The story of Little Red Riding Hood is considered one of the European fable stories, telling about a girl’s relationship with a bad wolf, and it is one of the beloved children’s stories.

This story tells about a little girl living in a village near the forests, named Little Red Riding Hood because whenever she left the house, she would wear a red dress, so the village people gave her that name, Little Red Riding Hood.

One morning, Little Red Riding Hood’s mother asked her to go visit her grandmother. She thought it was a good idea to see her grandmother, so her mother prepared a beautiful basket full of fruit and good food for her to take to her grandmother. When the mother prepared the food basket, the girl put on her red riding hood, kissed her mother, and went outside. At that moment, her mother said to her:

— Remember, oh Little Red Riding Hood, that you must go directly to your grandmother’s house, and never talk to any strangers. She warned her a lot and told her that the forest is dangerous. — Little Red Riding Hood answered: Don’t worry, Mom, I will be careful.

On her way, some beautiful flowers in the forest stopped her, and she forgot her promise to her mother that she would not stop in the forest for any reason. Little Red Riding Hood picked some beautiful flowers and began watching the butterflies and listening to the frogs. She was enjoying her time in the forest greatly and didn’t notice that dark shadows were approaching behind her back.

— Suddenly, the wolf appeared beside her and asked her in a friendly manner: What are you doing here, little girl? — Little Red Riding Hood answered and told him she was on her way to see her grandmother, who lives in the forest near the valley. — Then she fell silent for a moment and remembered her mother’s words and noticed how late it was, and she quickly ended her conversation with the wolf to go quickly to her grandmother’s house.

While she was on her way to her grandmother, the wolf was also going there. In the meantime, the grandmother’s door was knocked gently. The grandmother thought it was her granddaughter Little Red Riding Hood at the door.

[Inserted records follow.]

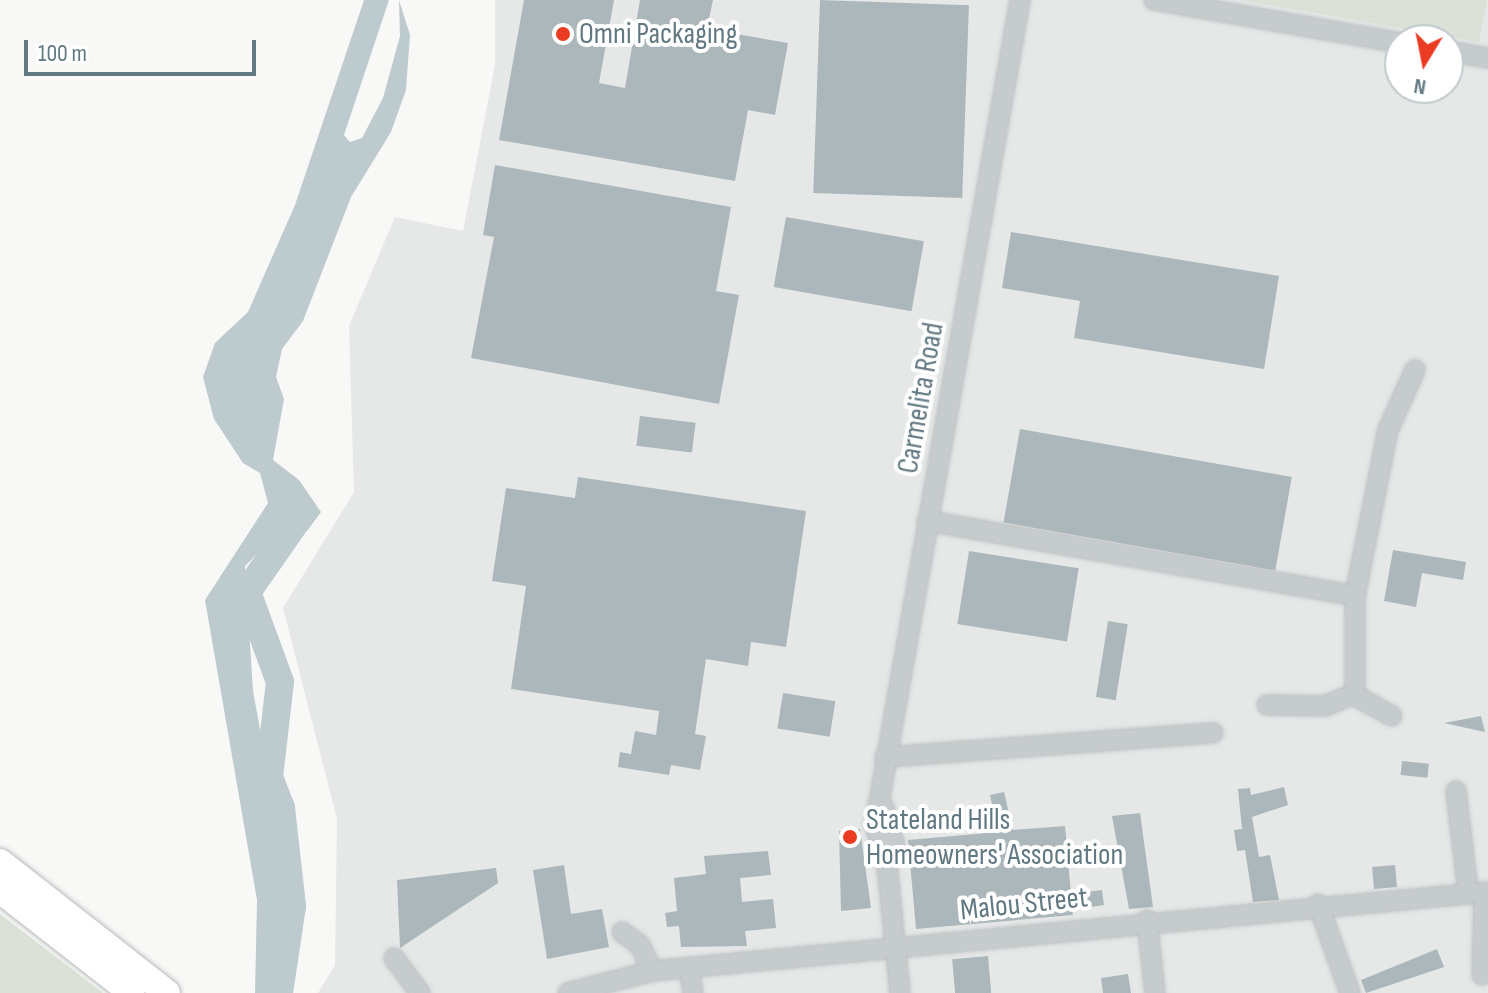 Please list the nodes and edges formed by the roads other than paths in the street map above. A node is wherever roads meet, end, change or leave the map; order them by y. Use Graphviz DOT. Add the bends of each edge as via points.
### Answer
graph roads {
  1 [pos="1020,0"];
  2 [pos="1154,0"];
  3 [pos="1384,40"];
  4 [pos="1464,54"];
  5 [pos="1488,58"];
  6 [pos="1415,370"];
  7 [pos="927,521"];
  8 [pos="1355,596"];
  9 [pos="1354,695"];
  10 [pos="1267,705"];
  11 [pos="1392,716"];
  12 [pos="1213,733"];
  13 [pos="885,757"];
  14 [pos="1456,791"];
  15 [pos="0,862"];
  16 [pos="0,890"];
  17 [pos="1480,892"];
  18 [pos="1318,904"];
  19 [pos="1147,920"];
  20 [pos="622,932"];
  21 [pos="893,945"];
  22 [pos="97,950"];
  23 [pos="394,958"];
  24 [pos="689,968"];
  25 [pos="652,971"];
  26 [pos="1482,975"];
  27 [pos="132,993"];
  28 [pos="167,993"];
  29 [pos="420,993"];
  30 [pos="568,993"];
  31 [pos="693,993"];
  32 [pos="900,993"];
  33 [pos="1155,993"];
  34 [pos="1350,993"];
  1 -- 7 [label="street, Carmelita Road"];
  2 -- 3 [label="street"];
  4 -- 5 [label="street"];
  6 -- 8 [label="street" via="1388,430"];
  7 -- 8 [label="street"];
  7 -- 13 [label="street, Carmelita Road"];
  8 -- 9 [label="street"];
  9 -- 10 [label="street" via="1325,706"];
  9 -- 11 [label="street"];
  12 -- 13 [label="street"];
  13 -- 21 [label="street, Carmelita Road" via="883,806 875,825 887,866"];
  14 -- 17 [label="street"];
  15 -- 22 [label="highway"];
  16 -- 22 [label="highway"];
  17 -- 18 [label="street, Malou Street"];
  17 -- 26 [label="street"];
  18 -- 19 [label="street, Malou Street"];
  18 -- 34 [label="street"];
  19 -- 21 [label="street, Malou Street"];
  19 -- 33 [label="street"];
  20 -- 25 [label="street" via="640,945"];
  21 -- 24 [label="street, Malou Street"];
  21 -- 32 [label="street, Carmelita Road"];
  22 -- 27 [label="highway"];
  22 -- 28 [label="highway"];
  23 -- 29 [label="street"];
  24 -- 25 [label="street, Malou Street"];
  24 -- 31 [label="street"];
  25 -- 30 [label="street, Malou Street"];
} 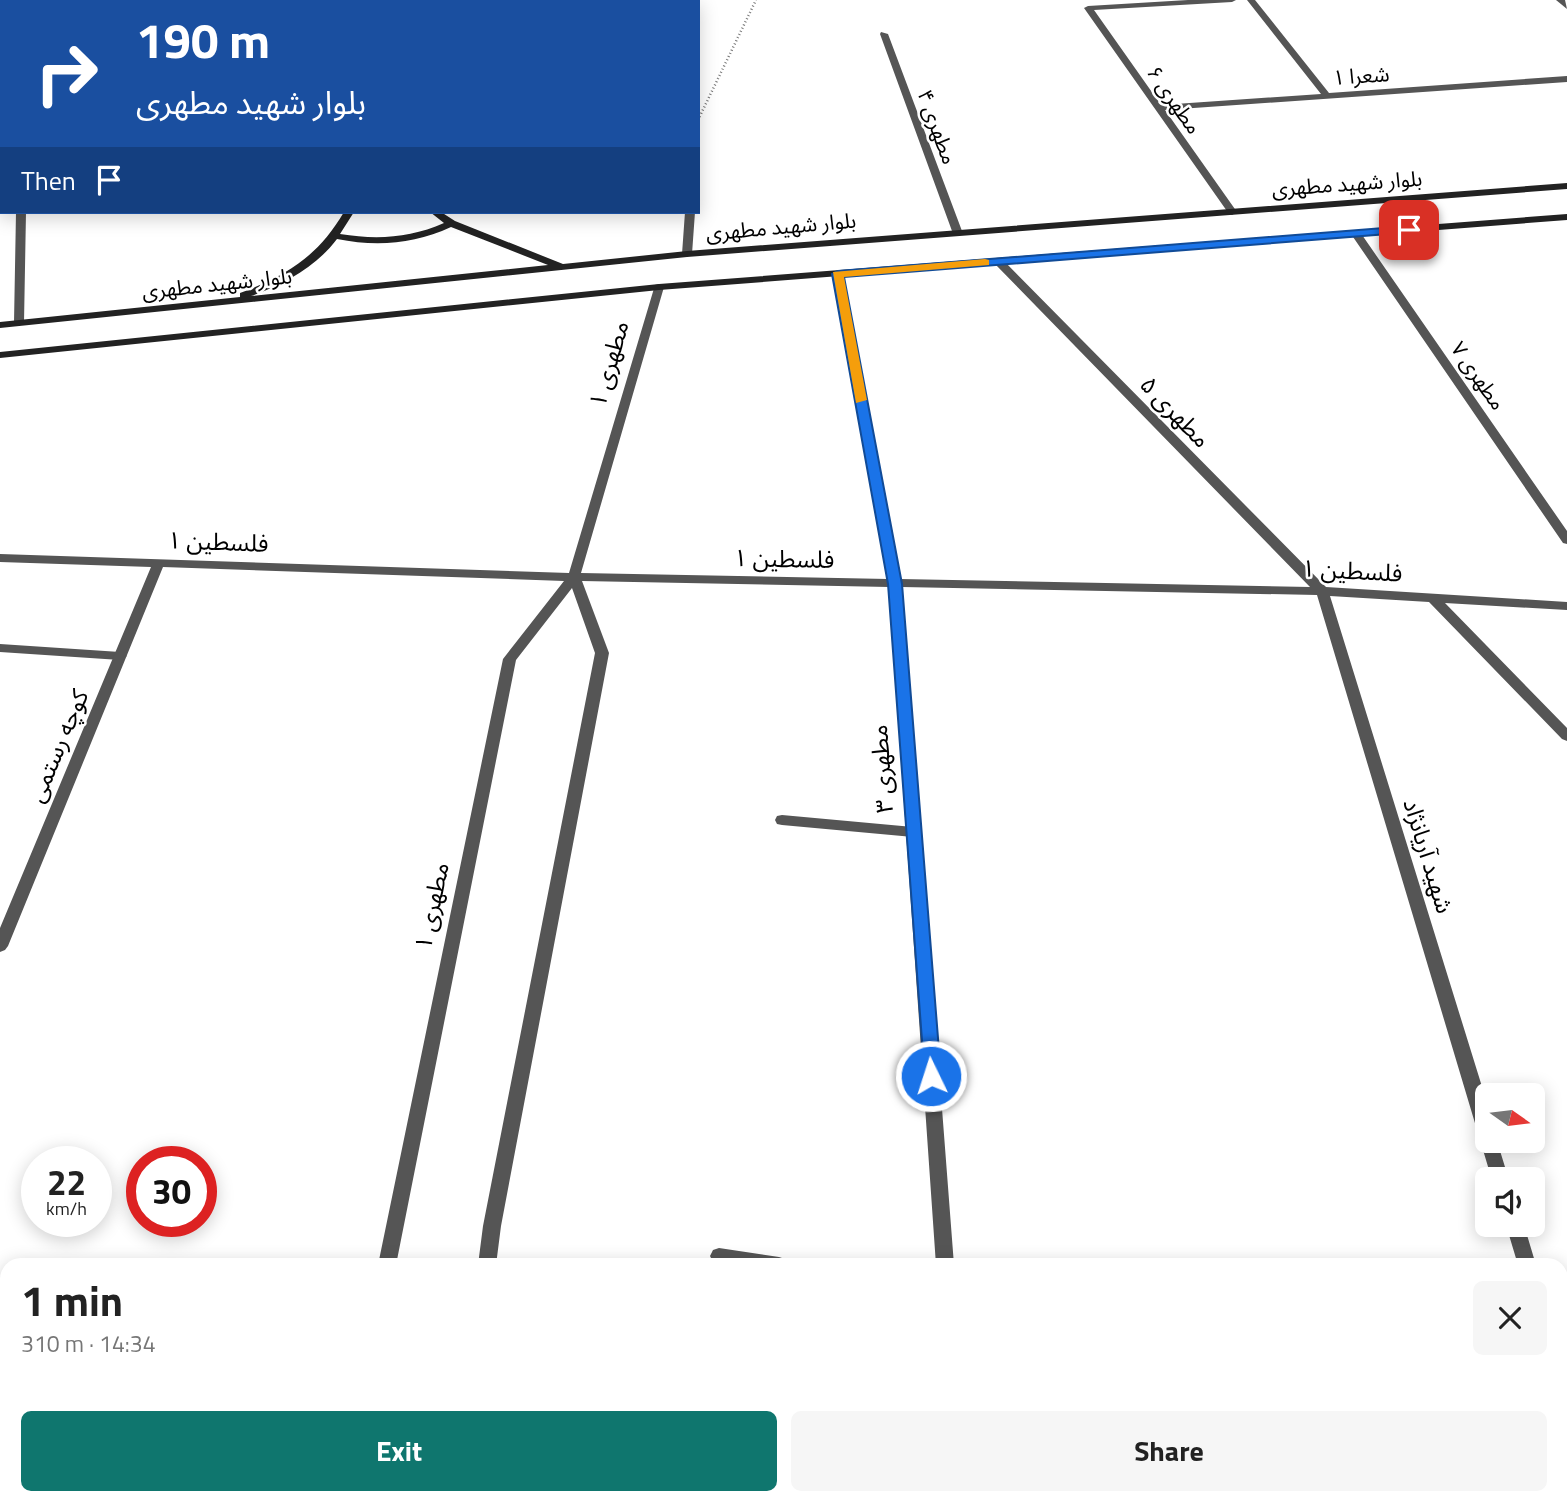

— She began saying to her: Thank God you are well, my dear. I was very worried about you when you were late in the forest.

But she was surprised to find that it was the wolf knocking at the door, not her granddaughter. The evil wolf locked the sick grandmother in the clothes closet.

He found a nightgown to sleep in the grandmother’s place on her bed. After a few minutes, Little Red Riding Hood knocked on the grandmother’s door. The wolf jumped onto the bed and pulled the covers over his long nose so Little Red Riding Hood wouldn’t see him, and he imitated the grandmother’s voice. But Little Red Riding Hood felt that her grandmother’s voice sounded very strange.

The evil wolf answered her that he was suffering from a severe cold, which is why his voice was strange. He began coughing to make Little Red Riding Hood believe him. Then she noticed his big ears afterwards. At that point, the wolf asked her to approach the bed under the pretext that he couldn’t hear her well.

When she approached, she found that the eyes she saw were not her grandmother’s eyes, and she found big teeth too. Little Red Riding Hood began to feel afraid, and her voice began to tremble.

After that, the evil wolf jumped from the bed and began chasing the little girl, Little Red Riding Hood. At that moment, Little Red Riding Hood realized that the person on the bed was not her grandmother, but that came too late, because the wolf was hungry. She began running away from him throughout the room, shouting: Help, help, the wolf wants to eat me, save me.

She kept shouting loudly until a woodcutter in the forest heard her screams; he was cutting tree trunks. He ran toward the house quickly to save her. Indeed, the woodcutter was able to save Little Red Riding Hood and her grandmother. But Little Red Riding Hood was trembling with fear and kept crying intensely, and she said at that moment that she would never talk to strangers again.

The woodcutter carried the evil wolf and threw him deep into the forest so he couldn’t harm anyone again.

The moral: We must obey our mother in anything she tells us, and this story also taught us that we must not talk to strangers or those we don’t know.